Le bouclier du temps [The Shield of Time - fr]
- Автор: Андерсон Пол Уильям
- Год: 2009
- Язык: французский
- Год: B
- ISBN: 978-2-84344-092-2
- Переводчик: Jean-Daniel Breque
- Жанр: Альтернативная история
Электронная книга - «Le bouclier du temps [The Shield of Time - fr]». Краткое содержание книги:
Lorenzo l’attendait au rez-de-chaussée, devant la table du petit déjeuner, un repas d’où le café était hélas absent. « Nous mangerons mieux à midi », promit-il. Sa voix frémissait d’allégresse. Chacun de ses gestes était imprégné de la grâce et de l’extravagance propres aux Italiens. « Quelle honte que mes yeux soient les seuls à pouvoir savourer le spectacle que vous offrez ; mais je n’en suis pas non plus mécontent, si égoïste puissè-je paraître.

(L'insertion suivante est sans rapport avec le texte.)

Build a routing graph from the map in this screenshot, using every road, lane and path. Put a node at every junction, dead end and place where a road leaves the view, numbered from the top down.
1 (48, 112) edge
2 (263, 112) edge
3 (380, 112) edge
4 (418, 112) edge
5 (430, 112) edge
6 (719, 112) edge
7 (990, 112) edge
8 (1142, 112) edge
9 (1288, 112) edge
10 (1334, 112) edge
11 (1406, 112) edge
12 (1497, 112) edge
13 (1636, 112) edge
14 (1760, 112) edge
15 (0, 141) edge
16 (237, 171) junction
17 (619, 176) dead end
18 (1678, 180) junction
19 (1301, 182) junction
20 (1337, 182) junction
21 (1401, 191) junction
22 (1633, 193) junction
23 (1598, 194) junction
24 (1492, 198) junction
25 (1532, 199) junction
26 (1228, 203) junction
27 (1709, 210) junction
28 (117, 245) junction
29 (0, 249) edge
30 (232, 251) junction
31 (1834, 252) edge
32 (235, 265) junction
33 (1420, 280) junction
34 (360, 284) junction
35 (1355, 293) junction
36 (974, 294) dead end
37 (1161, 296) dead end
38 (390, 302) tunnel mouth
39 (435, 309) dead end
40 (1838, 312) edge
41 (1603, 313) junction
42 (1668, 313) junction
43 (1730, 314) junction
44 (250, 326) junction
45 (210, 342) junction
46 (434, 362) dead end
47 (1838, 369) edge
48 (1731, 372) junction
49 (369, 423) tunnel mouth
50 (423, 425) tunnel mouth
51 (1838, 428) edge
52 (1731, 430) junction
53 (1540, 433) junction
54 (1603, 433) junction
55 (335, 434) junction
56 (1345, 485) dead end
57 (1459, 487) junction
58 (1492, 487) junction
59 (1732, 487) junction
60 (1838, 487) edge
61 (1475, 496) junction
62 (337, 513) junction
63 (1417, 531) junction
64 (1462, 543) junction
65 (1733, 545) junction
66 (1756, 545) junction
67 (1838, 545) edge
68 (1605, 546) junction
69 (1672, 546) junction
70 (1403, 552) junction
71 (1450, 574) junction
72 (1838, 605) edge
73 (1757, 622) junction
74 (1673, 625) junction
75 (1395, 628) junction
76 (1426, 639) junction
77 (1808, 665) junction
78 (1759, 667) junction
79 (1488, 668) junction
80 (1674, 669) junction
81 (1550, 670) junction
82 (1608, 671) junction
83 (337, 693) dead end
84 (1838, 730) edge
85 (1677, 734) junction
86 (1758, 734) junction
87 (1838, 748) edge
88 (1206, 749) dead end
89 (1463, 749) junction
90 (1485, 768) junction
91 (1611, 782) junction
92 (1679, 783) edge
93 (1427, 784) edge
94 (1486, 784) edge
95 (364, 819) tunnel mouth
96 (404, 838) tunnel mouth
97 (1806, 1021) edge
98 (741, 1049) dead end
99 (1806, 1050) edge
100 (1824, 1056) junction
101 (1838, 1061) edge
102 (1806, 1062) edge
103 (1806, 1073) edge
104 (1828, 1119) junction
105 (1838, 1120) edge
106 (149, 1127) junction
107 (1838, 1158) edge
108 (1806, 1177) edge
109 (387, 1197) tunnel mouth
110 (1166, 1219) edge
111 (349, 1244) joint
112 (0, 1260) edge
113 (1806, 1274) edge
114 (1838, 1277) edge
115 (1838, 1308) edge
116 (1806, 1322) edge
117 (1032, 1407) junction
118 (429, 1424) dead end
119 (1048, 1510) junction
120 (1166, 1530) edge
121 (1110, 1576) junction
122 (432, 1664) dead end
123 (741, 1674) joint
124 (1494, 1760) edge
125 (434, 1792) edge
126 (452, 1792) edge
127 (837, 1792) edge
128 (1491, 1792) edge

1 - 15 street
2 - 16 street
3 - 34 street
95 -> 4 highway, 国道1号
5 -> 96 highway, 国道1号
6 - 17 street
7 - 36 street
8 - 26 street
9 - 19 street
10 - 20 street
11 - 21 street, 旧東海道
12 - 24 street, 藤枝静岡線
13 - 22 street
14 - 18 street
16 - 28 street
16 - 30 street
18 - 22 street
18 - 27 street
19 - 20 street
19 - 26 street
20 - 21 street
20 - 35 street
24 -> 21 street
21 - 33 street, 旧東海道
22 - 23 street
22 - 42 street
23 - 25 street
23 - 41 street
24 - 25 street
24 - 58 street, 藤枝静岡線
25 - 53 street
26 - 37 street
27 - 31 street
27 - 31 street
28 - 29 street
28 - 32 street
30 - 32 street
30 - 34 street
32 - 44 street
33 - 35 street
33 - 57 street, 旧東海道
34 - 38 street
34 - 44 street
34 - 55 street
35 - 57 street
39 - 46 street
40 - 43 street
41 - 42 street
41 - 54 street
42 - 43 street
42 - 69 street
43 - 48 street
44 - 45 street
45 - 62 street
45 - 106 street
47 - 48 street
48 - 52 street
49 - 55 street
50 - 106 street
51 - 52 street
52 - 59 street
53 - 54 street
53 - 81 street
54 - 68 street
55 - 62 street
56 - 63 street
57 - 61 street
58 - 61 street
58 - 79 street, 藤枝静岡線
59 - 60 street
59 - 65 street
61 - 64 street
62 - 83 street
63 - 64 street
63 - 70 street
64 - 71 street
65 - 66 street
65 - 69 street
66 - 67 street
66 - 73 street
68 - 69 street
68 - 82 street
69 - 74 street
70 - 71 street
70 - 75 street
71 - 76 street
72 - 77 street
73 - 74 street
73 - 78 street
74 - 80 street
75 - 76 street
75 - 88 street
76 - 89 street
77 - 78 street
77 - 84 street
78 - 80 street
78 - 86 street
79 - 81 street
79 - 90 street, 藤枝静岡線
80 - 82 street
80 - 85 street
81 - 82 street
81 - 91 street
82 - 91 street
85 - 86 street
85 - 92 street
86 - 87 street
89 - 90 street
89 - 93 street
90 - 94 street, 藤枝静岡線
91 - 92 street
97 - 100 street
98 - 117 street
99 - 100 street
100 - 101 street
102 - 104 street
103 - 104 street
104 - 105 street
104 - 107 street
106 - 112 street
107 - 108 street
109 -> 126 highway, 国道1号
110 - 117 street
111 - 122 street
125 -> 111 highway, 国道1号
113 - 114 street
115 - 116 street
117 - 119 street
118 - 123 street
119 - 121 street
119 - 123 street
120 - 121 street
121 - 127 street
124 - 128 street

— Je vous en prie, messire, quelle audace ! » Une Flamande du Moyen Age est-elle censée s’exprimer comme l’héroïne d’un roman victorien ? Enfin, ça n’a pas l’air de le choquer.
« Une audace au seul service de la vérité, ma dame. »
Et, à dire vrai, Tamberly avait fait des efforts pour composer sa tenue, nouant les lacets de son corsage avec un peu trop d’insistance et soignant le drapé de ses manches, ainsi que l’agencement de ses jupes ; et le bleu était la couleur qui lui seyait le mieux. Si elle n’était pas aussi éblouissante que son cavalier – cape écarlate, tunique verte à broderies dorées, ceinturon de cuir repoussé à boucle de bronze, avec fourreau d’épée assorti, chausses de couleur ambrée (la couleur de ses yeux) et d’une coupe conçue pour faire ressortir le galbe des cuisses et des mollets, poulaines rouge vif –, elle ne passait pas pour autant inaperçue.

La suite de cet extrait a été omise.